▶ Task goal:
Every line that holds the word "Asore" needs to be copied from the data below.

(Stored records)
= = =

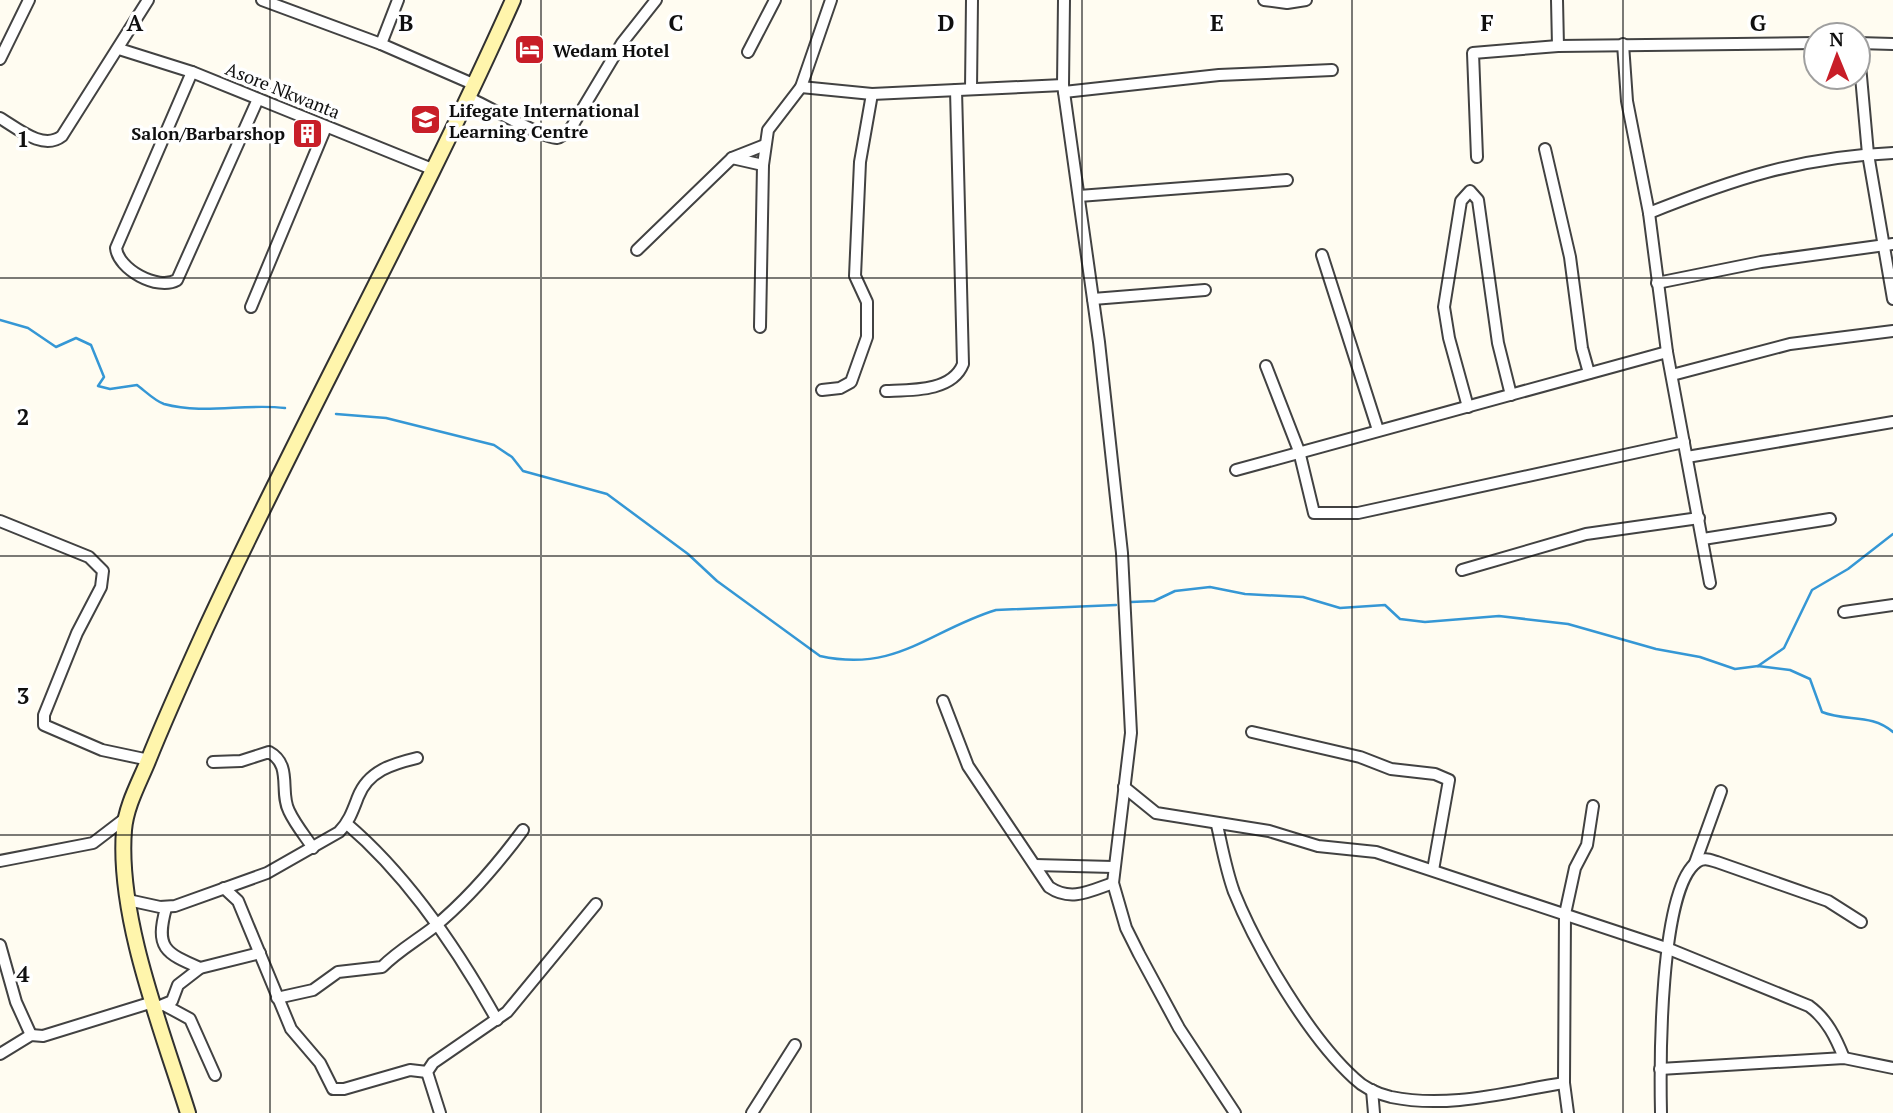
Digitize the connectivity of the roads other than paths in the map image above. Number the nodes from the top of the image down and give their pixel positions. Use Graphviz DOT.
graph roads {
  1 [pos="29,0"];
  2 [pos="148,0"];
  3 [pos="262,0"];
  4 [pos="398,0"];
  5 [pos="513,0"];
  6 [pos="656,0"];
  7 [pos="775,0"];
  8 [pos="831,0"];
  9 [pos="972,0"];
  10 [pos="1064,0"];
  11 [pos="1264,0"];
  12 [pos="1306,0"];
  13 [pos="1557,0"];
  14 [pos="1802,43"];
  15 [pos="1872,43"];
  16 [pos="381,44"];
  17 [pos="1623,44"];
  18 [pos="1893,44"];
  19 [pos="1558,46"];
  20 [pos="119,49"];
  21 [pos="748,52"];
  22 [pos="0,59"];
  23 [pos="1332,70"];
  24 [pos="192,72"];
  25 [pos="807,74"];
  26 [pos="801,87"];
  27 [pos="818,87"];
  28 [pos="971,89"];
  29 [pos="1063,89"];
  30 [pos="470,90"];
  31 [pos="956,90"];
  32 [pos="1862,91"];
  33 [pos="872,94"];
  34 [pos="258,99"];
  35 [pos="0,118"];
  36 [pos="326,127"];
  37 [pos="765,145"];
  38 [pos="1545,149"];
  39 [pos="1893,153"];
  40 [pos="1868,154"];
  41 [pos="1477,157"];
  42 [pos="732,158"];
  43 [pos="763,165"];
  44 [pos="432,169"];
  45 [pos="1287,180"];
  46 [pos="1079,196"];
  47 [pos="1648,213"];
  48 [pos="1887,244"];
  49 [pos="637,250"];
  50 [pos="1322,255"];
  51 [pos="1657,283"];
  52 [pos="1205,290"];
  53 [pos="1093,299"];
  54 [pos="1893,299"];
  55 [pos="251,307"];
  56 [pos="761,327"];
  57 [pos="1893,331"];
  58 [pos="1667,352"];
  59 [pos="1266,366"];
  60 [pos="1589,373"];
  61 [pos="1672,376"];
  62 [pos="822,390"];
  63 [pos="886,391"];
  64 [pos="1511,395"];
  65 [pos="1468,407"];
  66 [pos="1893,422"];
  67 [pos="1378,430"];
  68 [pos="1684,442"];
  69 [pos="1299,451"];
  70 [pos="1687,457"];
  71 [pos="1236,470"];
  72 [pos="1699,518"];
  73 [pos="1830,519"];
  74 [pos="0,521"];
  75 [pos="1703,539"];
  76 [pos="1462,570"];
  77 [pos="1710,583"];
  78 [pos="1893,605"];
  79 [pos="1843,612"];
  80 [pos="943,701"];
  81 [pos="1252,732"];
  82 [pos="417,758"];
  83 [pos="149,760"];
  84 [pos="213,762"];
  85 [pos="1124,787"];
  86 [pos="1721,791"];
  87 [pos="1593,806"];
  88 [pos="127,817"];
  89 [pos="348,824"];
  90 [pos="1217,825"];
  91 [pos="523,830"];
  92 [pos="313,848"];
  93 [pos="0,861"];
  94 [pos="1695,863"];
  95 [pos="1035,865"];
  96 [pos="1113,867"];
  97 [pos="1433,870"];
  98 [pos="1113,883"];
  99 [pos="223,888"];
  100 [pos="128,900"];
  101 [pos="596,904"];
  102 [pos="166,908"];
  103 [pos="1565,914"];
  104 [pos="1861,922"];
  105 [pos="435,926"];
  106 [pos="0,945"];
  107 [pos="1669,949"];
  108 [pos="260,953"];
  109 [pos="200,968"];
  110 [pos="277,998"];
  111 [pos="158,1005"];
  112 [pos="497,1020"];
  113 [pos="32,1035"];
  114 [pos="795,1045"];
  115 [pos="0,1054"];
  116 [pos="1844,1058"];
  117 [pos="1893,1068"];
  118 [pos="1660,1069"];
  119 [pos="427,1072"];
  120 [pos="215,1074"];
  121 [pos="1564,1083"];
  122 [pos="1372,1090"];
  123 [pos="188,1113"];
  124 [pos="440,1113"];
  125 [pos="752,1113"];
  126 [pos="1235,1113"];
  127 [pos="1374,1113"];
  128 [pos="1568,1113"];
  129 [pos="1661,1113"];
  1 -- 22 [label="street"];
  2 -- 20 [label="street"];
  3 -- 16 [label="street"];
  4 -- 16 [label="street"];
  5 -- 30 [label="street"];
  6 -- 30 [label="street"];
  7 -- 21 [label="street"];
  8 -- 25 [label="street"];
  9 -- 28 [label="street"];
  10 -- 29 [label="street"];
  11 -- 12 [label="street"];
  13 -- 19 [label="street"];
  14 -- 17 [label="street"];
  15 -- 18 [label="street"];
  16 -- 30 [label="street"];
  17 -- 19 [label="street"];
  17 -- 47 [label="street"];
  19 -- 41 [label="street"];
  20 -- 24 [label="street, Asore Nkwanta"];
  20 -- 35 [label="street"];
  23 -- 29 [label="street"];
  24 -- 34 [label="street, Asore Nkwanta"];
  24 -- 34 [label="street"];
  25 -- 26 [label="street"];
  25 -- 27 [label="street"];
  26 -- 27 [label="street"];
  26 -- 37 [label="street"];
  27 -- 33 [label="street"];
  28 -- 29 [label="street"];
  28 -- 31 [label="street"];
  29 -- 46 [label="street"];
  30 -- 44 [label="street"];
  31 -- 33 [label="street"];
  31 -- 63 [label="street"];
  32 -- 40 [label="street"];
  33 -- 62 [label="street"];
  34 -- 36 [label="street, Asore Nkwanta"];
  36 -- 44 [label="street, Asore Nkwanta"];
  36 -- 55 [label="street"];
  37 -- 42 [label="street"];
  37 -- 43 [label="street"];
  38 -- 60 [label="street"];
  39 -- 40 [label="street"];
  40 -- 47 [label="street"];
  40 -- 48 [label="street"];
  42 -- 43 [label="street"];
  42 -- 49 [label="street"];
  43 -- 56 [label="street"];
  44 -- 83 [label="street"];
  45 -- 46 [label="street"];
  46 -- 53 [label="street"];
  47 -- 51 [label="street"];
  48 -- 51 [label="street"];
  48 -- 54 [label="street"];
  50 -- 67 [label="street"];
  51 -- 58 [label="street"];
  52 -- 53 [label="street"];
  53 -- 85 [label="street"];
  57 -- 61 [label="street"];
  58 -- 60 [label="street"];
  58 -- 61 [label="street"];
  59 -- 69 [label="street"];
  60 -- 64 [label="street"];
  61 -- 68 [label="street"];
  64 -- 65 [label="street"];
  64 -- 65 [label="street"];
  65 -- 67 [label="street"];
  66 -- 70 [label="street"];
  67 -- 69 [label="street"];
  68 -- 69 [label="street"];
  68 -- 70 [label="street"];
  69 -- 71 [label="street"];
  70 -- 72 [label="street"];
  72 -- 75 [label="street"];
  72 -- 76 [label="street"];
  73 -- 75 [label="street"];
  74 -- 83 [label="street"];
  75 -- 77 [label="street"];
  78 -- 79 [label="street"];
  80 -- 95 [label="street"];
  81 -- 97 [label="street"];
  82 -- 89 [label="street"];
  83 -- 88 [label="street"];
  84 -- 92 [label="street"];
  85 -- 90 [label="street"];
  85 -- 96 [label="street"];
  86 -- 94 [label="street"];
  87 -- 103 [label="street"];
  88 -- 93 [label="street"];
  88 -- 100 [label="street"];
  89 -- 92 [label="street"];
  89 -- 105 [label="street"];
  90 -- 97 [label="street"];
  90 -- 122 [label="street"];
  91 -- 105 [label="street"];
  92 -- 99 [label="street"];
  94 -- 104 [label="street"];
  94 -- 107 [label="street"];
  95 -- 96 [label="street"];
  95 -- 98 [label="street"];
  96 -- 98 [label="street"];
  97 -- 103 [label="street"];
  98 -- 126 [label="street"];
  99 -- 102 [label="street"];
  99 -- 108 [label="street"];
  100 -- 102 [label="street"];
  100 -- 111 [label="street"];
  101 -- 112 [label="street"];
  102 -- 109 [label="street"];
  103 -- 107 [label="street"];
  103 -- 121 [label="street"];
  105 -- 110 [label="street"];
  105 -- 112 [label="street"];
  106 -- 113 [label="street"];
  107 -- 116 [label="street"];
  107 -- 118 [label="street"];
  108 -- 109 [label="street"];
  108 -- 110 [label="street"];
  109 -- 111 [label="street"];
  110 -- 119 [label="street"];
  111 -- 113 [label="street"];
  111 -- 120 [label="street"];
  111 -- 123 [label="street"];
  112 -- 119 [label="street"];
  113 -- 115 [label="street"];
  114 -- 125 [label="street"];
  116 -- 117 [label="street"];
  116 -- 118 [label="street"];
  118 -- 129 [label="street"];
  119 -- 124 [label="street"];
  121 -- 122 [label="street"];
  121 -- 128 [label="street"];
  122 -- 127 [label="street"];
}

= = =

▶ Solution for this problem:
  20 -- 24 [label="street, Asore Nkwanta"];
  24 -- 34 [label="street, Asore Nkwanta"];
  34 -- 36 [label="street, Asore Nkwanta"];
  36 -- 44 [label="street, Asore Nkwanta"];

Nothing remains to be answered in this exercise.